These rulings of the court-the giving of the instructions asked by plaintiff and refusal to give instructions asked by defendants are assigned as error by appellants; and as the record in this case presents numerous questions involved in other cases against the same defendants, it will perhaps be a matter of utility to pass upon all such as may be deemed of importance in the determination of the others.

The first question presented for our consideration is that raised upon the ruling of the court in rejecting the docket of the justice and the proceedings had before him. It appears from the testimony that Smith, the justice, and Reese, the constable, were not regularly elected to their respective positions, but were appointed by the selectmen of the county of Carson, and received their commissions from the governor.

It is conceded that the appointment by the selectmen was an assumption of power not warranted by the statutes of Utah; but it is claimed that, having been commissioned by the power authorized to issue commissions to such officers, and they having acted in their respective capacities, were officers de facto, and that therefore their acts as to third persons are valid and their proceedings legal. Smith and Reese, discharged the functions of justice and constable for the county of Carson, and seem to have been generally recognized as legally constituted officers. It may often be a matter of extreme difficulty to determine whether a person discharging the duties of an office is to be deemed a mere intruder, or an officer de facto; but a stronger case in favor of clothing such persons with official character and giving validity to their acts could scarcely be presented than the one at bar. Indeed, whenever a person so discharging the duties of an office is not a mere usurper of his position, the reason and spirit of all the authorities incline to support him as an officer de facto, and to sustain and give validity to his acts.

It is said that on the one hand he is distinguished from a mere usurper of an office, and on the other from an officer de jure. The rule is dictated by the most obvious necessity. If the acts of public officers could at any time be overthrown by the showing of some irregularity or informality in their elections or appointment, all confidence in the judgment of courts would be destroyed, and judicial proceedings would ever be involved in doubt and uncertainty.

In the case of the People v.
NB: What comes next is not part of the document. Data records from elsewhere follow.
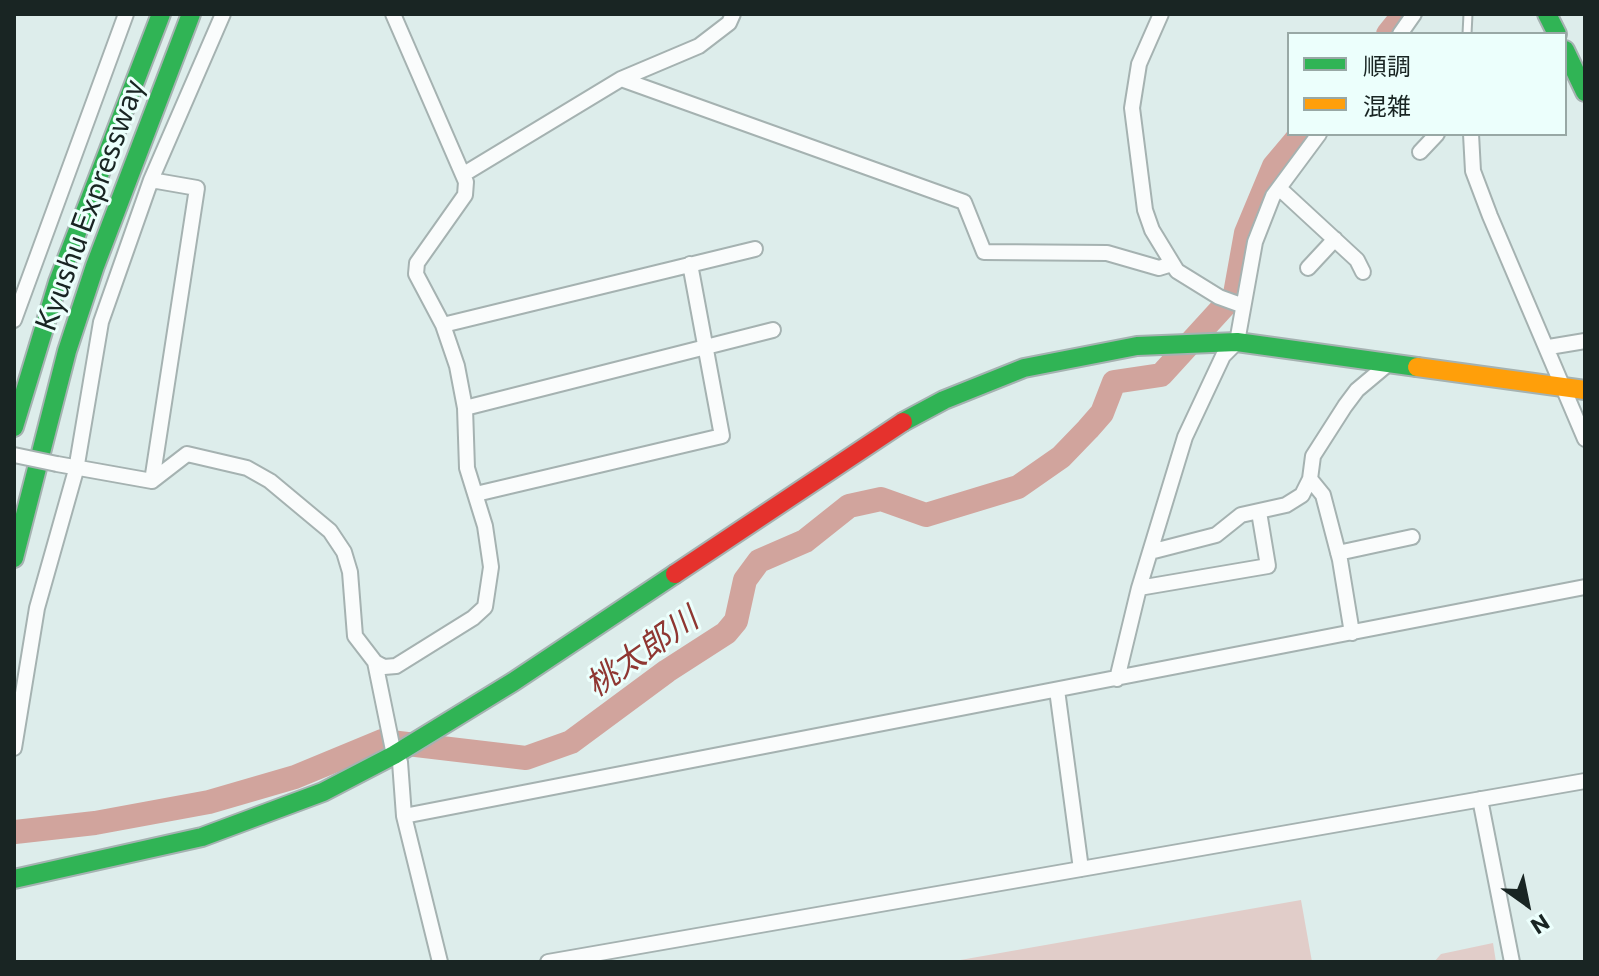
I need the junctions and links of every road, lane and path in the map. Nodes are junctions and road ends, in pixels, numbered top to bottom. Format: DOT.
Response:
graph roads {
  1 [pos="126,14"];
  2 [pos="161,14"];
  3 [pos="191,14"];
  4 [pos="223,14"];
  5 [pos="393,14"];
  6 [pos="733,14"];
  7 [pos="1161,14"];
  8 [pos="1414,14"];
  9 [pos="1547,14"];
  10 [pos="1401,32"];
  11 [pos="1556,32"];
  12 [pos="1567,54"];
  13 [pos="621,79"];
  14 [pos="1585,92"];
  15 [pos="1318,136"];
  16 [pos="1435,136"];
  17 [pos="1471,136"];
  18 [pos="1420,152"];
  19 [pos="464,174"];
  20 [pos="151,180"];
  21 [pos="1279,188"];
  22 [pos="1335,239"];
  23 [pos="755,249"];
  24 [pos="690,264"];
  25 [pos="1308,268"];
  26 [pos="1177,271"];
  27 [pos="1363,272"];
  28 [pos="1241,305"];
  29 [pos="14,320"];
  30 [pos="443,325"];
  31 [pos="773,330"];
  32 [pos="1585,341"];
  33 [pos="1237,342"];
  34 [pos="706,347"];
  35 [pos="1549,347"];
  36 [pos="1388,364"];
  37 [pos="1564,387"];
  38 [pos="1585,390"];
  39 [pos="465,408"];
  40 [pos="14,427"];
  41 [pos="1585,439"];
  42 [pos="14,455"];
  43 [pos="76,470"];
  44 [pos="1310,479"];
  45 [pos="152,481"];
  46 [pos="476,494"];
  47 [pos="1259,512"];
  48 [pos="1412,537"];
  49 [pos="1150,552"];
  50 [pos="1338,553"];
  51 [pos="14,558"];
  52 [pos="1585,587"];
  53 [pos="1139,588"];
  54 [pos="1352,633"];
  55 [pos="375,662"];
  56 [pos="1117,679"];
  57 [pos="1057,690"];
  58 [pos="14,748"];
  59 [pos="394,755"];
  60 [pos="1585,781"];
  61 [pos="1480,799"];
  62 [pos="404,816"];
  63 [pos="1081,869"];
  64 [pos="15,879"];
  65 [pos="440,962"];
  66 [pos="548,962"];
  67 [pos="1512,962"];
  1 -- 29 [label="street"];
  2 -- 40 [label="main road, Kyushu Expressway"];
  3 -- 51 [label="main road, Kyushu Expressway"];
  4 -- 20 [label="street"];
  5 -- 19 [label="street"];
  6 -- 13 [label="street"];
  7 -- 26 [label="street"];
  8 -- 10 [label="street"];
  9 -- 11 [label="main road"];
  12 -- 14 [label="main road"];
  13 -- 19 [label="street"];
  13 -- 26 [label="street"];
  15 -- 21 [label="street"];
  16 -- 18 [label="street"];
  17 -- 35 [label="street"];
  19 -- 30 [label="street"];
  20 -- 43 [label="street"];
  20 -- 45 [label="street"];
  21 -- 22 [label="street"];
  21 -- 28 [label="street"];
  22 -- 25 [label="street"];
  22 -- 27 [label="street"];
  23 -- 24 [label="street"];
  24 -- 30 [label="street"];
  24 -- 34 [label="street"];
  26 -- 28 [label="street"];
  28 -- 33 [label="street"];
  30 -- 39 [label="street"];
  31 -- 34 [label="street"];
  32 -- 35 [label="street"];
  33 -- 36 [label="main road"];
  33 -- 49 [label="street"];
  33 -- 59 [label="main road"];
  34 -- 39 [label="street"];
  34 -- 46 [label="street"];
  35 -- 37 [label="street"];
  36 -- 37 [label="main road"];
  36 -- 44 [label="street"];
  37 -- 38 [label="main road"];
  37 -- 41 [label="street"];
  39 -- 46 [label="street"];
  42 -- 43 [label="street, bridge"];
  43 -- 45 [label="street"];
  43 -- 58 [label="street"];
  44 -- 47 [label="street"];
  44 -- 50 [label="street"];
  45 -- 55 [label="street"];
  46 -- 55 [label="street"];
  47 -- 49 [label="street"];
  47 -- 53 [label="street"];
  48 -- 50 [label="street"];
  49 -- 53 [label="street"];
  50 -- 54 [label="street"];
  52 -- 54 [label="street"];
  53 -- 56 [label="street"];
  54 -- 56 [label="street"];
  55 -- 59 [label="street"];
  56 -- 57 [label="street"];
  57 -- 62 [label="street"];
  57 -- 63 [label="street"];
  59 -- 62 [label="street"];
  59 -- 64 [label="main road"];
  60 -- 61 [label="street"];
  61 -- 63 [label="street"];
  61 -- 67 [label="street"];
  62 -- 65 [label="street"];
  63 -- 66 [label="street"];
}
White, 24 Wend. 539, this question is fully argued by the learned chancellor, who says: "An officer de facto is one who comes into a legal and constitutional office by color of a legal appointment, or election to that office, and as the duties of the office must be discharged by some one for the benefit of the public, the law does not require third persons, at their peril, to ascertain whether such officer has been properly elected or appointed before they submit themselves to this authority, or call upon him to perform official acts which it is necessary he should perform."

Sutherland, J., in the case of Wilcox v. Smith, 5 Wend. 234, uses the following language:

"There must be some color of an election or appointment,

or an exercise of the office, and an acquiescence on the part of the public for a length of time which would afford a strong presumption of at least a colorable election or appointment."

Viewing the position of the justice and constable in this case in the light of the authorities, they must be considered officers de facto, and their acts as to third persons be held

valid.

But a more serious objection to the introduction of the judgment, and the subsequent proceedings thereon, arises from the failure to show that the justice had jurisdiction of the persons against whom the judgment was rendered.

It nowhere appears that the summons in that case was served within the territorial jurisdiction of the justice, nor that any of the defendants appeared, either personally or by counsel. This objection, independent of the others argued, was sufficient to authorize the judge below in excluding all the proceedings had before the justice. By the laws of Utah the jurisdiction of justices of the peace extended to the limits of their respective counties only. That service of a summons out of the county in which he had jurisdiction would be a nullity, there can scarcely be a doubt. A summons so served would have no more force or effect than if it were served out of the territory itself. If it were shown affirmatively that the summons was not served within the limits of Carson county, and that the defendants did not appear, no doubt can be entertained that the proceedings based upon such a service would be coram non judice, and void. No rule of law is more firmly established, or more generally recognized, than when any rights are claimed under or by virtue of the judgment of a court of special and limited jurisdiction, all the facts necessary to confer jurisdiction must be af firmatively shown. 2 Cow. & Hill's Notes, Phil. Ev. 906; Burns v. Harris (opinion of Bronson), 4 Comst. 374; Bowman v. Russ, 6 Cow. 234; Smith v. Andrews, 6 Cal. 654; Swain v. Chase, 12 Cal. 283; Lowe v. Alexander, 15 Cal. 296.

Jurisdiction in superior courts is presumed until the contrary appear, but nothing is presumed in favor of the jurisdiction of inferior courts.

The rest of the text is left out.